Ford Motor Co. (NYSE: F) and its China partners posted a 30% drop in unit sales to 131,060 during the third quarter. General Motors Co. (NYSE: GM) reported 2019 full-year China sales down 15% to just over 3 million units. GM is the second-largest foreign car company in China. The problems of these two car companies come from model lineups that are not just unpopular but unlikely to be replaced quickly enough with new vehicles to change results this year.
Tesla is not only selling cars in China; it is making them there. Elon Musk has even said he will create a car for the Chinese market, and perhaps export it, something none of the large car companies has done. Another advantage for Musk is that making cars in China means it will not have to pay tariffs. That will become more important if the trade war between China and the United States worsens.

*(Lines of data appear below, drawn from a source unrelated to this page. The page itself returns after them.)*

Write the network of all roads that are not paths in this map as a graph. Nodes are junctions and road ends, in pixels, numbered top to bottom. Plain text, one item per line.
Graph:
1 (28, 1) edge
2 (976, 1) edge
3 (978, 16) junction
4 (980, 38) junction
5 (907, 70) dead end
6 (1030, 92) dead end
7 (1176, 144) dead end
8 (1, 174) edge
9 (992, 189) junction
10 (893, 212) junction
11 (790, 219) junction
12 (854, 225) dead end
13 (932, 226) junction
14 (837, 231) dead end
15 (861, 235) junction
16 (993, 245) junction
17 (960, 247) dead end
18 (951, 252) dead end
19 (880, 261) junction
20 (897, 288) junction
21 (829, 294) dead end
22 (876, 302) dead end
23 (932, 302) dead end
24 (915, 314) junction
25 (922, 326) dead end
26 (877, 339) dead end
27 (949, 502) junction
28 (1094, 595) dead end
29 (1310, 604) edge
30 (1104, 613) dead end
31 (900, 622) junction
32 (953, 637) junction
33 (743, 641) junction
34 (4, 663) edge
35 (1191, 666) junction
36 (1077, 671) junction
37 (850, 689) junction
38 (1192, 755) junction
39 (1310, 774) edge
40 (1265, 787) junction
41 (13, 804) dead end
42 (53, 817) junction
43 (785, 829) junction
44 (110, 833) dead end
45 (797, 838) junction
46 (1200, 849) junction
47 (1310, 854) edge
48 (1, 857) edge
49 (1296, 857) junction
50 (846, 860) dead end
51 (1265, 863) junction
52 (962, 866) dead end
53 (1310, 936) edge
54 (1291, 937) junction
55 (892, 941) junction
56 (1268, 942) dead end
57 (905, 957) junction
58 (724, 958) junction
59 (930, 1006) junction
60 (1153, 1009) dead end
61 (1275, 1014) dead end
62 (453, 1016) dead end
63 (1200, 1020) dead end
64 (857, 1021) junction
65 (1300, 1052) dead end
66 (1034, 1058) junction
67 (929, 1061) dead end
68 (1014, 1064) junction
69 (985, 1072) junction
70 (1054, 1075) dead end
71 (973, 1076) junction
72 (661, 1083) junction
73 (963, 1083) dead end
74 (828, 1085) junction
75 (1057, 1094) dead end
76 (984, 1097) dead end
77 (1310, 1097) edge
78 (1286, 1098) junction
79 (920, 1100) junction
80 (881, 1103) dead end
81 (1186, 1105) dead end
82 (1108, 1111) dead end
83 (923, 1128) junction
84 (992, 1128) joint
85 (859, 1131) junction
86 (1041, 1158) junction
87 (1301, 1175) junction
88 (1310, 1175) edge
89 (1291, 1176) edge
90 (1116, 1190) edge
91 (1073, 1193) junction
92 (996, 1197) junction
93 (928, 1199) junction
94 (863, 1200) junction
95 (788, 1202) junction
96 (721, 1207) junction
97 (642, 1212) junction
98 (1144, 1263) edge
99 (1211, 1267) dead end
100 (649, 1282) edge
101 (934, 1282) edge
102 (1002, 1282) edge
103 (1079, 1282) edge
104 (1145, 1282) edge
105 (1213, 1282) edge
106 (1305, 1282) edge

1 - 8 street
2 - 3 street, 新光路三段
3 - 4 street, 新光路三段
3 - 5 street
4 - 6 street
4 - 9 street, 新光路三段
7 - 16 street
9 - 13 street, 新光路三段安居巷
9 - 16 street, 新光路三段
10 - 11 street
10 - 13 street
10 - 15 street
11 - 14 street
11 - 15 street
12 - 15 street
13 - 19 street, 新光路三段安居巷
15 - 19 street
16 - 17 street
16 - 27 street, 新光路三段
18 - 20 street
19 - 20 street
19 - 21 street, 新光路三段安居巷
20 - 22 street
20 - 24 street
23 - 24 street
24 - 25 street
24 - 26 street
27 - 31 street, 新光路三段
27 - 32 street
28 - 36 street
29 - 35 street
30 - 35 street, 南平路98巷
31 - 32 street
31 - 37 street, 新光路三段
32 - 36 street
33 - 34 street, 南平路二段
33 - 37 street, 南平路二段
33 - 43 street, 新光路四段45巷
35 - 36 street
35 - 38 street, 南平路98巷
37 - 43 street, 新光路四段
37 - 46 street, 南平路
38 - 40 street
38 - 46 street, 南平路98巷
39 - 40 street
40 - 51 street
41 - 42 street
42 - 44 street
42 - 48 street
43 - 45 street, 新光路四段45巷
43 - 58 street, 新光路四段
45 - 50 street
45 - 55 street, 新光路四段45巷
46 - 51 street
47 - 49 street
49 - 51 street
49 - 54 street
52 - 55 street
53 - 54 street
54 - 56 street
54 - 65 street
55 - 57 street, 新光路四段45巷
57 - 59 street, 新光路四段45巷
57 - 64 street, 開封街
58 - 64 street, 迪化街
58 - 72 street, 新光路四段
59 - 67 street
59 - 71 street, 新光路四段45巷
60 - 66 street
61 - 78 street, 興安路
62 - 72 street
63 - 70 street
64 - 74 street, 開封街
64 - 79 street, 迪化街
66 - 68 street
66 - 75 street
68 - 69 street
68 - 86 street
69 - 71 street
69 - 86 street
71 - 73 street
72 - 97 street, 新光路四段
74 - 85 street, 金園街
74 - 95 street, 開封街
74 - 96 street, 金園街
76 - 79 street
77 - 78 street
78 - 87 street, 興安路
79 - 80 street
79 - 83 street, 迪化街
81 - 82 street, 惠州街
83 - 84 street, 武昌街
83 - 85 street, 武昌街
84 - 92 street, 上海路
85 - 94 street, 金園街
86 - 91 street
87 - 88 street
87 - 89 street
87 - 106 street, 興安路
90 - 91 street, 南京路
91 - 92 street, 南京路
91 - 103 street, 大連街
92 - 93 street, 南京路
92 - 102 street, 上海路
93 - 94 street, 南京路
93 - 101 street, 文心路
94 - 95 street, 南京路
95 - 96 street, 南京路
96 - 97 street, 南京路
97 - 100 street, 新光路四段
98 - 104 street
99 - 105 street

While there is skepticism about Tesla’s China future, optimism otherwise has driven the stock to another all-time high. Tesla’s market value is almost equal that of GM and Ford combined. One reason is that Tesla was not expected to sell several hundred thousand cars in the United States, ever. That forecast has been proven wrong.
Tesla’s success continues to be a miracle for some industry experts. It was supposed to be too small to beat large car companies with big balance sheets and dealer networks. That turned out to be untrue in the United States. The first indications are that it will not be true in China either.